Литературоведение — экспортер идей
Минувшее десятилетие было отмечено существенными изменениями культурного климата, переориентацией интересов научных исследований и качественной трансформацией самих исследований. В 80-е годы продолжалась методологическая агрессия литературоведения в другие сферы знания. Как отмечает Дж. Каллер, «В 60-е и 70-е годы литературоведение, казалось, было занято импортированием теоретических моделей, вопросов и перспектив из таких областей, как лингвистика, антропология, философия, история идей и психоанализ. Но в 80-х годах ситуация, кажется, изменилась: литературоведение стало экспортером теоретического дискурса, в то время как другие дисциплины — право, антропология, история искусства, даже психоанализ — приняли к сведению достижения в том, что литературные критики называют «теорией», и обратились к ней для стимулирования своих собственных изысканий» (88, с. XII).

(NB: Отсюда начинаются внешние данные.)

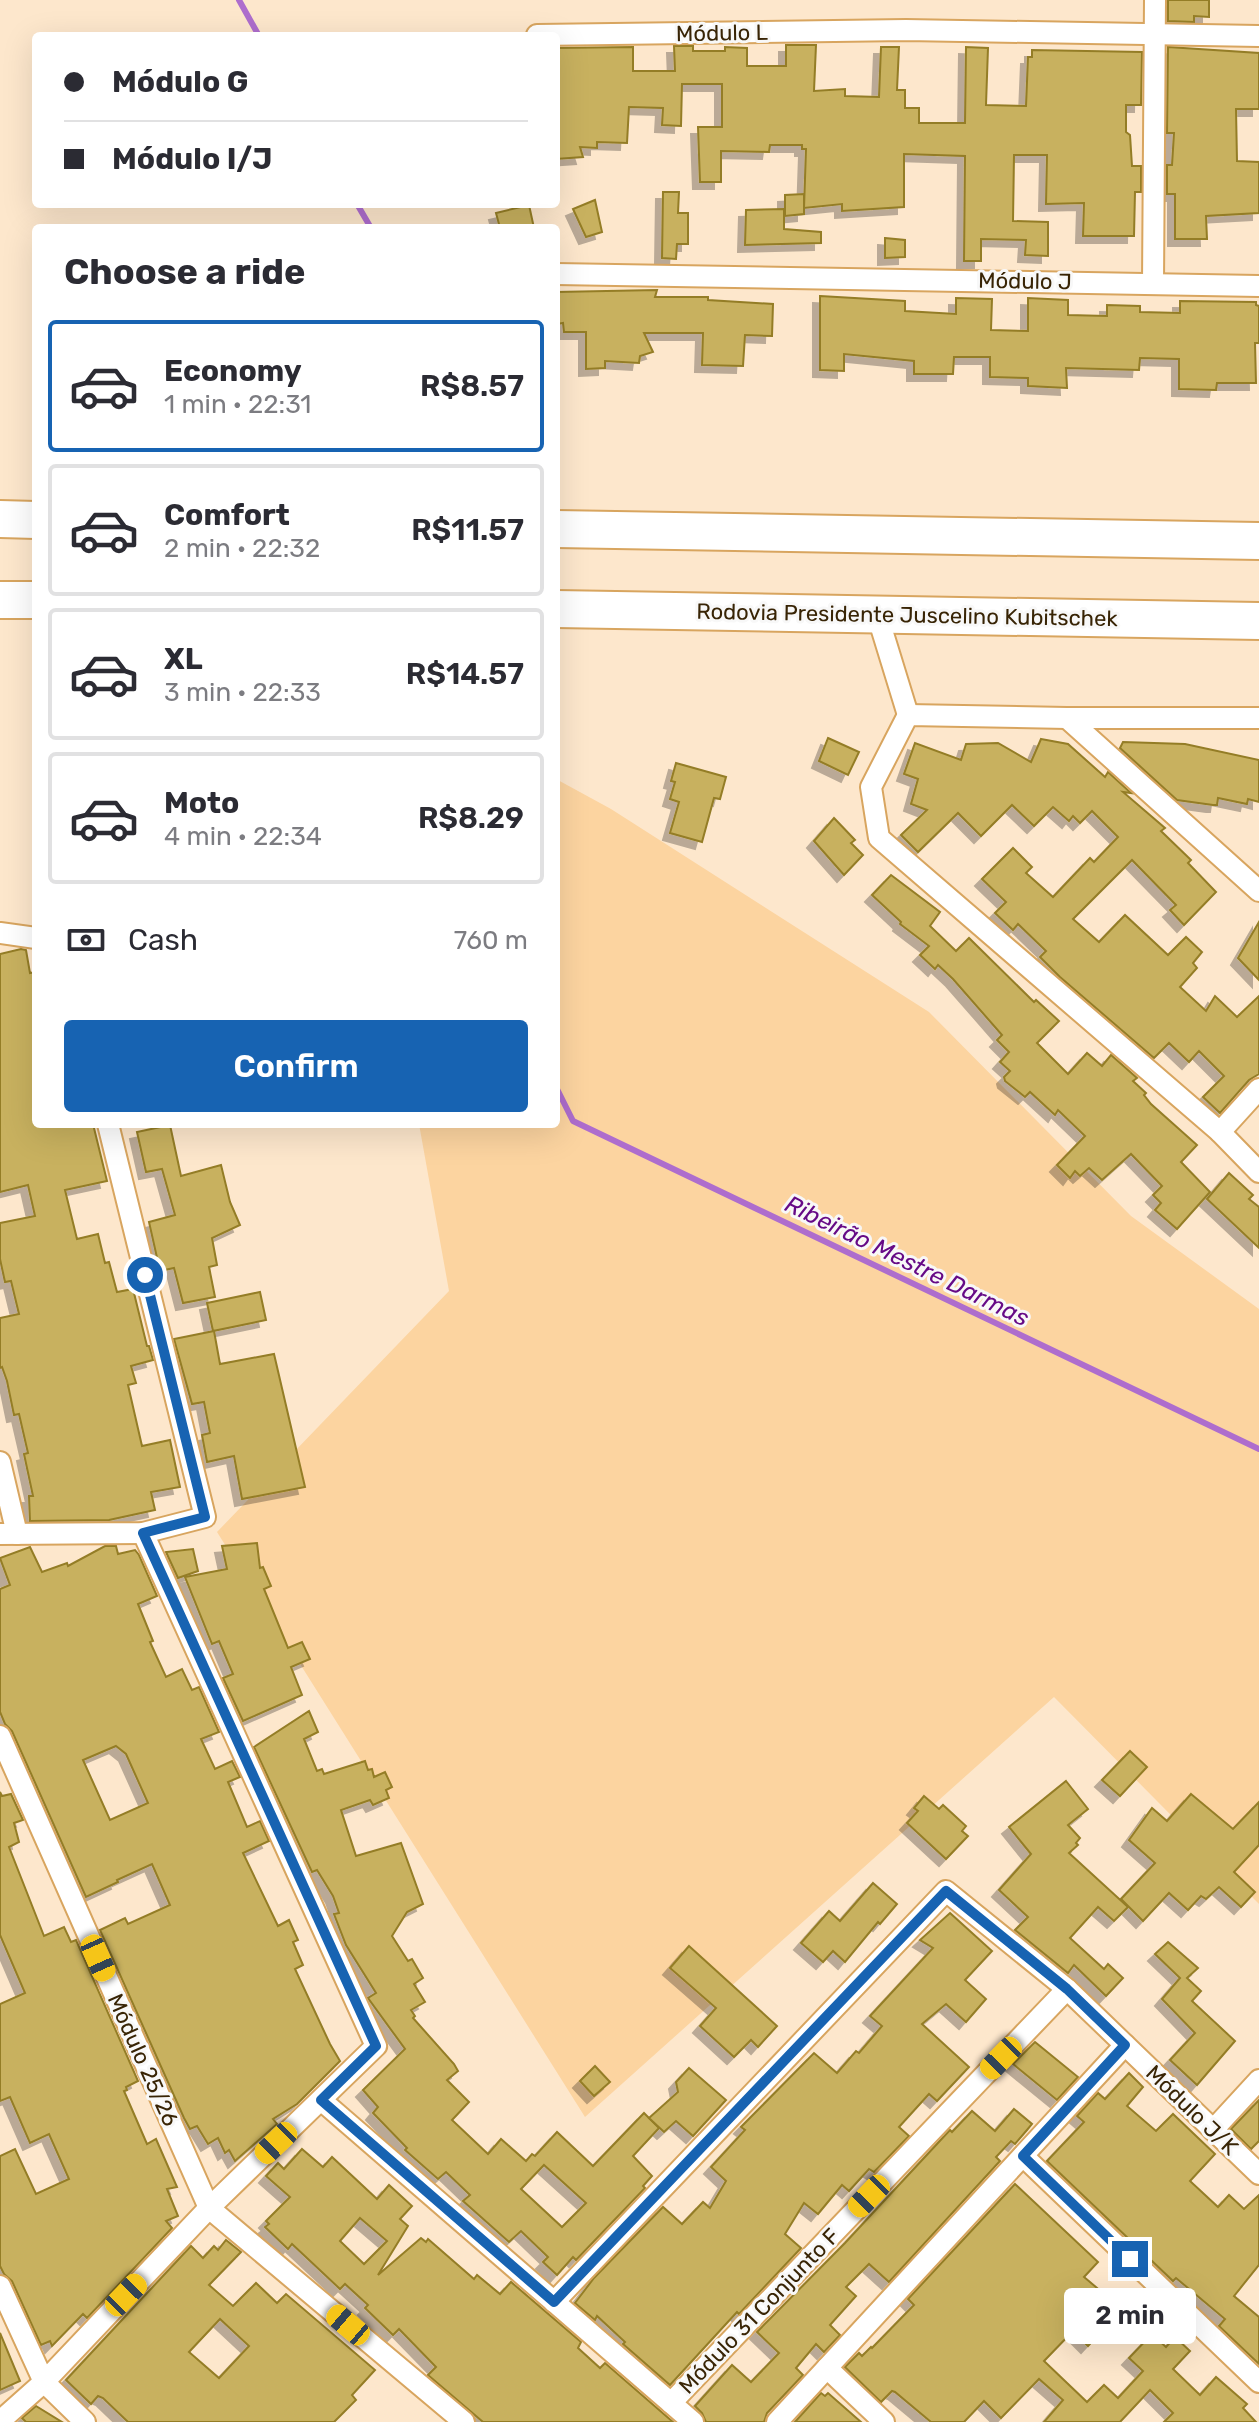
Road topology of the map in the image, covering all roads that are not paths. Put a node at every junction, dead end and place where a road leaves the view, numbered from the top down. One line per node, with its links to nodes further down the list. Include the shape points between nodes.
1 (1155, 0): 2 (street)
2 (1154, 33): 3 (street, Módulo L); 4 (street); 6 (street)
3 (560, 35)
4 (1259, 36)
5 (564, 274): 6 (street, Módulo J)
6 (1153, 283): 7 (street, Módulo J)
7 (1259, 286)
8 (0, 519): 9 (highway)
9 (32, 520)
10 (560, 529): 11 (highway)
11 (1259, 541)
12 (0, 600): 13 (highway)
13 (32, 600)
14 (560, 609): 15 (highway, Rodovia Presidente Juscelino Kubitschek)
15 (877, 614): 16 (highway, Rodovia Presidente Juscelino Kubitschek); 17 (street)
16 (1259, 621)
17 (908, 715): 18 (street); 25 (street, via 871,787 879,838)
18 (1067, 718): 19 (street); 20 (street)
19 (1259, 718)
20 (1259, 891)
21 (0, 933): 22 (street)
22 (32, 937)
23 (1259, 1089): 25 (street)
24 (109, 1128): 28 (street, via 205,1517)
25 (1220, 1132): 26 (street)
26 (1259, 1172)
27 (0, 1462): 29 (street)
28 (143, 1533): 29 (street); 34 (street, via 376,2046)
29 (9, 1534)
30 (0, 1736): 38 (street, Módulo 25/26)
31 (1067, 1989): 32 (street, Módulo J/K); 40 (street, Módulo J/K, via 946,1891); 44 (street, Módulo 31 Conjunto F)
32 (1125, 2045): 35 (street, Módulo J/K); 36 (street)
33 (1259, 2080): 35 (street)
34 (321, 2100): 38 (street); 40 (street)
35 (1213, 2130): 37 (street, Módulo J/K)
36 (1023, 2156): 41 (street); 43 (street)
37 (1259, 2174)
38 (209, 2208): 42 (street); 47 (street)
39 (0, 2286): 42 (street)
40 (554, 2302): 44 (street)
41 (827, 2368): 49 (street); 50 (street)
42 (44, 2382): 45 (street); 46 (street)
43 (1259, 2382)
44 (671, 2403): 48 (street, Módulo 31 Conjunto F)
45 (0, 2421)
46 (85, 2422)
47 (464, 2422)
48 (693, 2422)
49 (777, 2422)
50 (884, 2422)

Однако главным и скорее негативным итогом ушедшего десятилетия было переосмысление научно-познавательных возможностей постмодернистской парадигмы как способной лишь на нигилистическую критику и не дававшей никаких позитивных ответов. Испанская исследовательница Кармен Видаль пишет в своей статье 1993 г., что «в 80-е смысл был утрачен, и мы играли с означающими. Объекты, включая человека, существовали только как знаки. Стремление к бесконечности. Бессмысленная свобода. Эстетика исчезновения. Социальное дезертирство. Деидеологизация. Общественная сфера стала пустыней, где трансполитический характер, бесчеловечность нашего асоциального и поверхностного мира превратились в экстатическую критику культуры» (284, с. 176). Чем была вызвана эта негативная оценка?
Долгие годы подготавливаемая развитием искусства модернизма и постмодернизма переориентация эстетических вкусов, переоценка самих эстетических ценностей привели к изменению общего представления о культуре, о ее составляющих, о ее роли и функции, о ее предназначении. Культура перестала быть тем, чем она была раньше: сферой должного и идеального, областью незыблемого господства нетленных канонов красоты, изящества и совершенства. Изучение культуры приобрело, если можно так сказать, археологический привкус: появился пристальный интерес к материальной, предметной культуре. Разумеется, ничего принципиально нового здесь нет: всегда существовали прикладные дисциплины с конкретным предметом исследования (костюмы, мода, обычаи и манеры, интерьер и т. д.). Теперь же особое внимание стали привлекать стилистика частной и деловой переписки, терминология научных, общественно-политических и философских представлений конкретного исторического периода, по которым ученые, как археологи по останкам материальной культуры исследуемой эпохи, воссоздают ее духовный облик. В центр внимания культурологов стали попадать явления, казалось бы, совсем не совместимые с исконным предназначением данной сферы знания: не только гуманитарные науки в целом (философия, история и т. д.), но и столь — в прошлом — далекие от литературной критики феномены, как семиотическая проблема мусора (как знаковая система девальвированных культурных ценностей) или туризма, — все то, что наряду с чисто критическими проблемами литературы изучает в своей книге «Фреймовая организация знака» (1988) (88) известный теоретик постструктурализма и постмодернизма Джонатан Каллер.
Почему именно туризм? Потому что туризм, утверждает Каллер, «выявляет то, что может оказаться главнейшей чертой современной капиталистической культуры: культурный консенсус, создающий скорее враждебность, нежели общность среди индивидуумов»; потому что «производство туристических знаков основано на семиотических механизмах, действие которых может показаться локальным и случайным, но общая структура, как и конечный результат этих обозначающих механизмов, представляет собой современный консенсус широкого масштаба, систематизированное, ценностное познание мира» (там же, с. 158, 166).